Material supplied:

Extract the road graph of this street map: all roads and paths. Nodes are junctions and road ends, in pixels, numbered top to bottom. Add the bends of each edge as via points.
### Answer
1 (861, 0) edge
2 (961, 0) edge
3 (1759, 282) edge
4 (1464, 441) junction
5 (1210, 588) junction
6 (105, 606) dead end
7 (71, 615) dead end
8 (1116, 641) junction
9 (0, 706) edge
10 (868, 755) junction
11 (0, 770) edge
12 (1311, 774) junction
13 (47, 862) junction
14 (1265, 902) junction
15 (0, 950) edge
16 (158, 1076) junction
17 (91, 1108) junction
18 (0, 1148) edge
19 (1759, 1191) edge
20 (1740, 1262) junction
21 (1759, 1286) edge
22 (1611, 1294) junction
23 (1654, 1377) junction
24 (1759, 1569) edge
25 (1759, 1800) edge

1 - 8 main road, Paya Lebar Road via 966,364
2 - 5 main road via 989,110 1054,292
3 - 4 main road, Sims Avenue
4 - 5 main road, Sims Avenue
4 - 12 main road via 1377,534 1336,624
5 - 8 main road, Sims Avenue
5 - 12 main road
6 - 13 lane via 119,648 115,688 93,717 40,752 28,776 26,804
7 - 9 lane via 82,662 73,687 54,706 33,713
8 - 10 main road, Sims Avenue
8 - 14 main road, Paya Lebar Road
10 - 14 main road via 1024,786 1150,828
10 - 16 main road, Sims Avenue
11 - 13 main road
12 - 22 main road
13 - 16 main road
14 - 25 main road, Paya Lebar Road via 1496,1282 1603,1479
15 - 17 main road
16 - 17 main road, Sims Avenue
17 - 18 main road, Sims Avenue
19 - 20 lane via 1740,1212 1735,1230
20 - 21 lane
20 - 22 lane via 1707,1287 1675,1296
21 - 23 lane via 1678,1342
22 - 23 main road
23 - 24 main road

Problem statement: The data above must be repeated in its entirety, exactly as given.

Response box:
Extract the road graph of this street map: all roads and paths. Nodes are junctions and road ends, in pixels, numbered top to bottom. Add the bends of each edge as via points.
### Answer
1 (861, 0) edge
2 (961, 0) edge
3 (1759, 282) edge
4 (1464, 441) junction
5 (1210, 588) junction
6 (105, 606) dead end
7 (71, 615) dead end
8 (1116, 641) junction
9 (0, 706) edge
10 (868, 755) junction
11 (0, 770) edge
12 (1311, 774) junction
13 (47, 862) junction
14 (1265, 902) junction
15 (0, 950) edge
16 (158, 1076) junction
17 (91, 1108) junction
18 (0, 1148) edge
19 (1759, 1191) edge
20 (1740, 1262) junction
21 (1759, 1286) edge
22 (1611, 1294) junction
23 (1654, 1377) junction
24 (1759, 1569) edge
25 (1759, 1800) edge

1 - 8 main road, Paya Lebar Road via 966,364
2 - 5 main road via 989,110 1054,292
3 - 4 main road, Sims Avenue
4 - 5 main road, Sims Avenue
4 - 12 main road via 1377,534 1336,624
5 - 8 main road, Sims Avenue
5 - 12 main road
6 - 13 lane via 119,648 115,688 93,717 40,752 28,776 26,804
7 - 9 lane via 82,662 73,687 54,706 33,713
8 - 10 main road, Sims Avenue
8 - 14 main road, Paya Lebar Road
10 - 14 main road via 1024,786 1150,828
10 - 16 main road, Sims Avenue
11 - 13 main road
12 - 22 main road
13 - 16 main road
14 - 25 main road, Paya Lebar Road via 1496,1282 1603,1479
15 - 17 main road
16 - 17 main road, Sims Avenue
17 - 18 main road, Sims Avenue
19 - 20 lane via 1740,1212 1735,1230
20 - 21 lane
20 - 22 lane via 1707,1287 1675,1296
21 - 23 lane via 1678,1342
22 - 23 main road
23 - 24 main road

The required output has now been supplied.